The move, which has been in the works since the summer of 2019, is expected to take another year to be fully complete. On the manpower side, the 740-strong ITS rating will bring on-board the roughly 1,600 ETRs.
The end result will be an ITS general rating made up of two service ratings – one dedicated to communications, the other concentrating on electronic warfare. Both skill sets will share the workload of submarine information technology, too.
The merger decision was made after a multi-year manpower survey identified a need to increase the numbers of information technology specialists on submarines intersected with the need to beef up the ability for responding to emerging subsurface electronic warfare threats.
“Merging ETR into ITS as a service rating addresses both of these priorities,” said Capt. Angela Katson, head of enlisted plans and policy for the Chief of Naval Personnel. “While raising the total number of Sailors available to perform local-area network maintenance and operations on submarines, it also creates a career path for Sailors to become specialized professionals in the electronic warfare mission area.”
The move is in keeping with the Navy’s Rating Modernization effort, part of the Navy’s ongoing Sailor 2025 move. It is expected that the merger will eventually allow ITS Sailors greater flexibility in duty assignments.
The move will be more than just getting a new rating patch for ETRs but bring with it a choice among two separate career paths. All Sailors in the combined rating will now get a new career path in either the ITS-Communications or ITS-Electronic Warfare service ratings.
These career paths will be distinct, each managed by separate training pipelines and NECs, and will have their own rating examinations as well as advancement quotas. Billets will be managed by NECs and aligned to enhance the career paths of our Sailors.
Sailors currently serving in ETR or ITS ratings will work closely with their community managers to ensure they are selected into the optimal career path.
“Sailors will be assigned by a combination of their desires and the needs of the Submarine Force,” Katson said. “While every effort will be made to ensure that the Sailor’s desires are met, ensuring a healthy future rating structure and future promotion potential is vital to the future health of all Sailors in the rating.”
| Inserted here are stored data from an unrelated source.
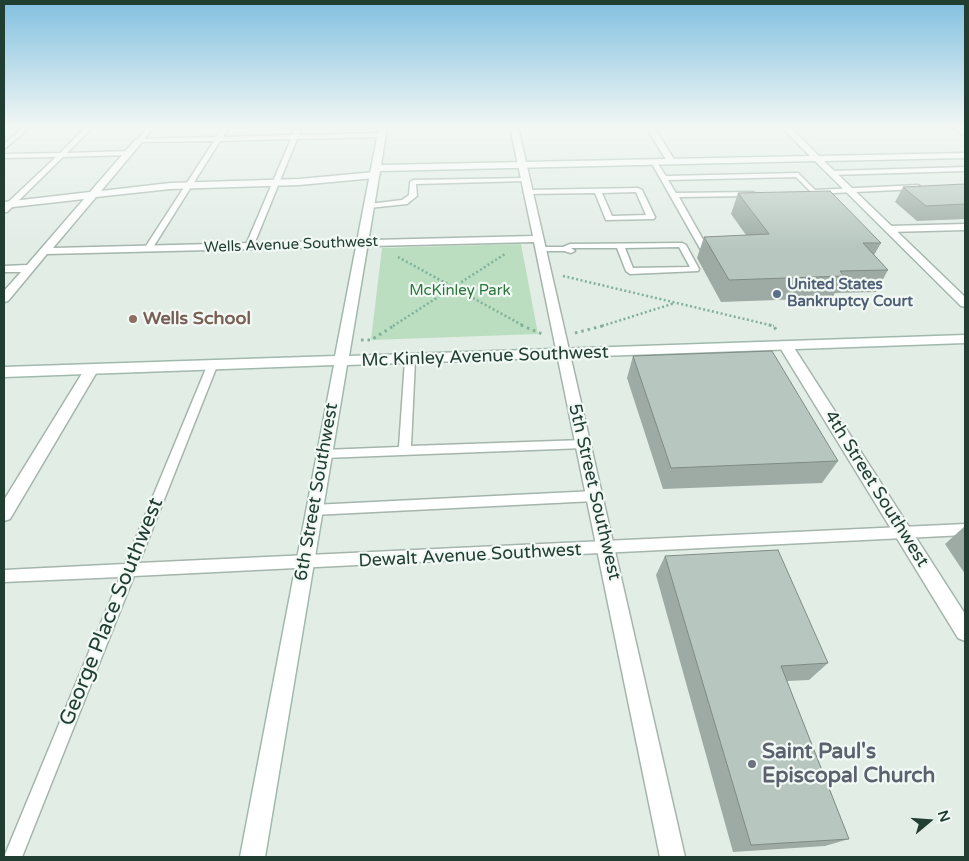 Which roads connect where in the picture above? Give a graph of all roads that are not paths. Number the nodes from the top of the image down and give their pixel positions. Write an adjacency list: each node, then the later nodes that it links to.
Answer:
1 (49, 167): 25 (lane)
2 (117, 167): 23 (street)
3 (201, 167): 16 (lane)
4 (282, 167): 15 (lane)
5 (377, 167): 11 (street, 6th Street Southwest)
6 (522, 167): 14 (street, 5th Street Southwest)
7 (615, 167): 14 (street)
8 (657, 167): 13 (lane)
9 (825, 167): 12 (street)
10 (965, 168): 12 (lane)
11 (376, 171): 14 (street); 15 (street); 26 (street, 6th Street Southwest)
12 (831, 173): 18 (street)
13 (664, 178): 21 (lane); 24 (lane)
14 (525, 179): 19 (lane); 26 (lane); 29 (street, 5th Street Southwest)
15 (276, 183): 16 (street); 31 (lane)
16 (189, 185): 23 (street); 33 (lane)
17 (926, 187): 18 (lane)
18 (849, 190): 21 (lane); 28 (street)
19 (598, 191): 19 (lane)
20 (799, 192): 21 (lane)
21 (813, 192)
22 (762, 193): 24 (lane)
23 (93, 194): 25 (street); 34 (street)
24 (674, 196): 35 (lane)
25 (6, 206)
26 (369, 206): 30 (street, 6th Street Southwest)
27 (965, 227): 28 (street)
28 (889, 229): 39 (street)
29 (534, 242): 30 (street, Wells Avenue Southwest); 32 (lane); 42 (street, 5th Street Southwest)
30 (362, 245): 31 (street, Wells Avenue Southwest); 44 (street, 6th Street Southwest)
31 (249, 247): 33 (street, Wells Avenue Southwest)
32 (621, 247): 32 (lane)
33 (148, 249): 34 (street, Wells Avenue Southwest)
34 (44, 251): 36 (street)
35 (706, 252)
36 (29, 268): 37 (street); 38 (street)
37 (4, 269)
38 (4, 298)
39 (965, 303)
40 (965, 339): 41 (street, Mc Kinley Avenue Southwest)
41 (786, 346): 42 (street, Mc Kinley Avenue Southwest); 55 (street, 4th Street Southwest)
42 (564, 354): 43 (street, Mc Kinley Avenue Southwest); 48 (street, 5th Street Southwest)
43 (410, 360): 44 (street, Mc Kinley Avenue Southwest); 49 (lane)
44 (340, 362): 45 (street, Mc Kinley Avenue Southwest); 50 (street, 6th Street Southwest)
45 (212, 366): 46 (street, Mc Kinley Avenue Southwest); 58 (lane, George Place Southwest)
46 (90, 370): 47 (street, Mc Kinley Avenue Southwest); 53 (street)
47 (4, 372)
48 (584, 444): 49 (lane); 51 (street, 5th Street Southwest)
49 (405, 451): 50 (lane)
50 (324, 454): 52 (street, 6th Street Southwest)
51 (596, 496): 52 (lane); 56 (street, 5th Street Southwest)
52 (313, 510): 57 (street, 6th Street Southwest)
53 (4, 514)
54 (965, 530): 55 (lane, Dewalt Avenue Southwest)
55 (904, 533): 56 (lane, Dewalt Avenue Southwest); 60 (street, 4th Street Southwest)
56 (607, 549): 57 (lane, Dewalt Avenue Southwest); 63 (street, 5th Street Southwest)
57 (304, 563): 58 (lane, Dewalt Avenue Southwest); 62 (street, 6th Street Southwest)
58 (128, 571): 59 (lane, Dewalt Avenue Southwest); 61 (lane, George Place Southwest)
59 (4, 576)
60 (965, 631)
61 (13, 857)
62 (252, 857)
63 (673, 857) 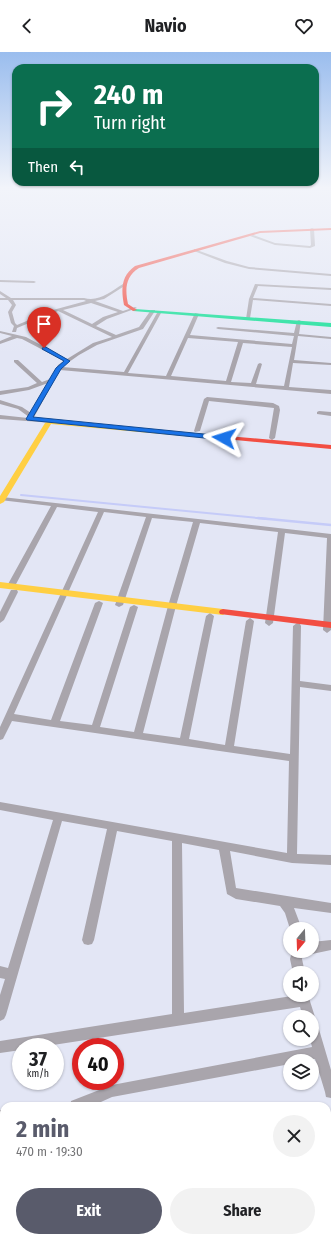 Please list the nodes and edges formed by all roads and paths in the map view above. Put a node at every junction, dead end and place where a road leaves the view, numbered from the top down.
1 (223, 244) edge
2 (224, 244) edge
3 (274, 244) edge
4 (312, 246) joint
5 (197, 251) junction
6 (311, 252) dead end
7 (127, 275) junction
8 (331, 275) edge
9 (19, 277) dead end
10 (0, 281) edge
11 (13, 282) junction
12 (34, 282) dead end
13 (124, 285) junction
14 (318, 289) junction
15 (331, 289) edge
16 (0, 291) edge
17 (9, 298) junction
18 (0, 299) edge
19 (252, 299) junction
20 (92, 301) junction
21 (315, 304) junction
22 (331, 305) edge
23 (59, 310) junction
24 (129, 310) junction
25 (154, 312) junction
26 (196, 314) junction
27 (248, 318) junction
28 (299, 322) junction
29 (94, 325) junction
30 (331, 325) edge
31 (16, 327) junction
32 (218, 328) dead end
33 (0, 332) edge
34 (11, 334) junction
35 (297, 335) junction
36 (17, 336) junction
37 (186, 336) junction
38 (116, 337) junction
39 (331, 338) edge
40 (241, 341) junction
41 (0, 343) edge
42 (295, 346) junction
43 (16, 361) dead end
44 (67, 361) junction
45 (292, 361) junction
46 (260, 364) dead end
47 (331, 364) edge
48 (59, 368) junction
49 (125, 374) junction
50 (168, 377) junction
51 (52, 380) junction
52 (228, 383) junction
53 (41, 384) junction
54 (253, 385) junction
55 (286, 388) junction
56 (331, 392) edge
57 (0, 393) edge
58 (0, 398) edge
59 (3, 402) edge
60 (319, 413) dead end
61 (331, 414) edge
62 (0, 417) edge
63 (30, 418) junction
64 (47, 422) junction
65 (197, 431) junction
66 (272, 438) junction
67 (331, 444) edge
68 (331, 447) edge
69 (1, 497) edge
70 (56, 505) junction
71 (102, 510) junction
72 (150, 516) junction
73 (197, 521) junction
74 (282, 530) junction
75 (331, 536) edge
76 (0, 584) edge
77 (12, 589) junction
78 (0, 591) edge
79 (64, 595) junction
80 (120, 602) junction
81 (99, 603) junction
82 (134, 607) junction
83 (171, 609) junction
84 (210, 616) junction
85 (0, 620) edge
86 (269, 620) junction
87 (250, 621) junction
88 (296, 626) junction
89 (329, 627) edge
90 (295, 683) junction
91 (331, 688) edge
92 (9, 717) junction
93 (54, 724) junction
94 (95, 729) junction
95 (138, 735) junction
96 (0, 737) edge
97 (184, 742) junction
98 (229, 749) junction
99 (294, 758) junction
100 (0, 806) edge
101 (59, 816) junction
102 (113, 826) junction
103 (177, 837) junction
104 (224, 846) junction
105 (292, 858) junction
106 (331, 860) edge
107 (284, 902) junction
108 (331, 908) edge
109 (294, 922) edge
110 (88, 940) dead end
111 (331, 945) edge
112 (319, 947) edge
113 (0, 972) edge
114 (12, 974) junction
115 (283, 1002) edge
116 (0, 1015) edge
117 (178, 1019) junction
118 (317, 1046) edge
119 (0, 1047) edge
120 (319, 1052) junction
121 (331, 1092) edge
122 (86, 1102) edge

1 - 5 street
2 - 5 street
3 - 4 street
4 - 6 street
5 - 7 street
5 - 8 street
7 - 13 street
7 - 24 street
9 - 11 street
10 - 11 street
11 - 12 street
11 - 16 street
13 - 20 street
13 - 24 street
14 - 15 street
14 - 19 street
14 - 21 street
16 - 17 street
17 - 18 street
17 - 20 street
17 - 31 street
19 - 21 street
19 - 27 street
20 - 23 street
20 - 24 street
21 - 22 street
23 - 29 street
23 - 31 street
24 - 25 street
24 - 29 street
25 - 26 street
25 - 38 street
25 - 49 street
26 - 27 street
26 - 28 street
26 - 37 street
27 - 28 street
28 - 30 street
28 - 35 street
29 - 38 street
31 - 34 street
32 - 35 street
33 - 34 street
34 - 36 street
35 - 39 street
35 - 42 street
36 - 41 street
36 - 44 street
37 - 40 street
37 - 50 street
38 - 44 street
40 - 42 street
40 - 52 street
42 - 45 street
43 - 53 street
44 - 48 street
45 - 47 street
45 - 55 street
46 - 54 street
48 - 49 street
48 - 51 street
49 - 50 street
50 - 52 street
51 - 53 street
51 - 63 street
52 - 54 street
53 - 57 street
54 - 55 street
55 - 56 street
58 - 59 street
59 - 63 street
60 - 61 street
62 - 63 street
63 - 64 street
64 - 65 street
64 - 68 street
64 - 69 street
65 - 66 street
65 - 66 street
66 - 67 street
69 - 70 street
70 - 71 street
70 - 77 street
71 - 72 street
71 - 79 street
72 - 73 street
72 - 80 street
73 - 74 street
73 - 83 street
74 - 75 street
74 - 86 street
75 - 89 street
76 - 77 street
77 - 78 street
77 - 79 street
77 - 85 street
79 - 80 street
79 - 81 street
79 - 92 street
80 - 81 street
80 - 82 street
80 - 83 street
81 - 93 street
82 - 83 street
82 - 94 street
83 - 84 street
83 - 86 street
83 - 95 street
84 - 87 street
84 - 97 street
86 - 87 street
86 - 88 street
86 - 89 street
87 - 98 street
88 - 89 street
88 - 90 street
90 - 91 street
90 - 99 street
92 - 93 street
92 - 96 street
93 - 94 street
94 - 95 street
95 - 97 street
97 - 98 street
98 - 99 street
99 - 105 street
100 - 101 street
101 - 102 street
101 - 114 street
102 - 103 street
102 - 110 street
103 - 104 street
103 - 117 street
104 - 105 street
104 - 107 street
105 - 106 street
107 - 108 street
107 - 109 street
111 - 112 street
113 - 114 street
114 - 116 street
115 - 117 street
117 - 119 street
118 - 120 street
120 - 121 street
120 - 122 street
Once converted, all Sailors will be required to complete a qualification package that denotes their current skills and identifies what new training they need to come up to speed in their new duties and responsibilities.
The first E-4 through E-6 advancement exams will be given this coming fall. The first chief’s exam will come in January, 2021.
For ETR Sailors converting in, they’ll switch their rating badge to the iconic lightning bolts of both the ITS rating and surface Information Systems Technicians.
This historic mark has signified communications in the Navy since 2012, when it was first introduced for electrician’s mates qualified as radio operators. The device was then a specialty mark worn on the lower uniform sleeve signifying the qualification.
When the radioman rating was created in 1921 the same lightning bolts were adopted for the uniform badge. In the late 1990’s the radioman rating in the submarine force became ETR’s. Meanwhile their surface counterparts merged with data processing technicians to create information systems technician.
More information can be found in NAVADMIN 066/20.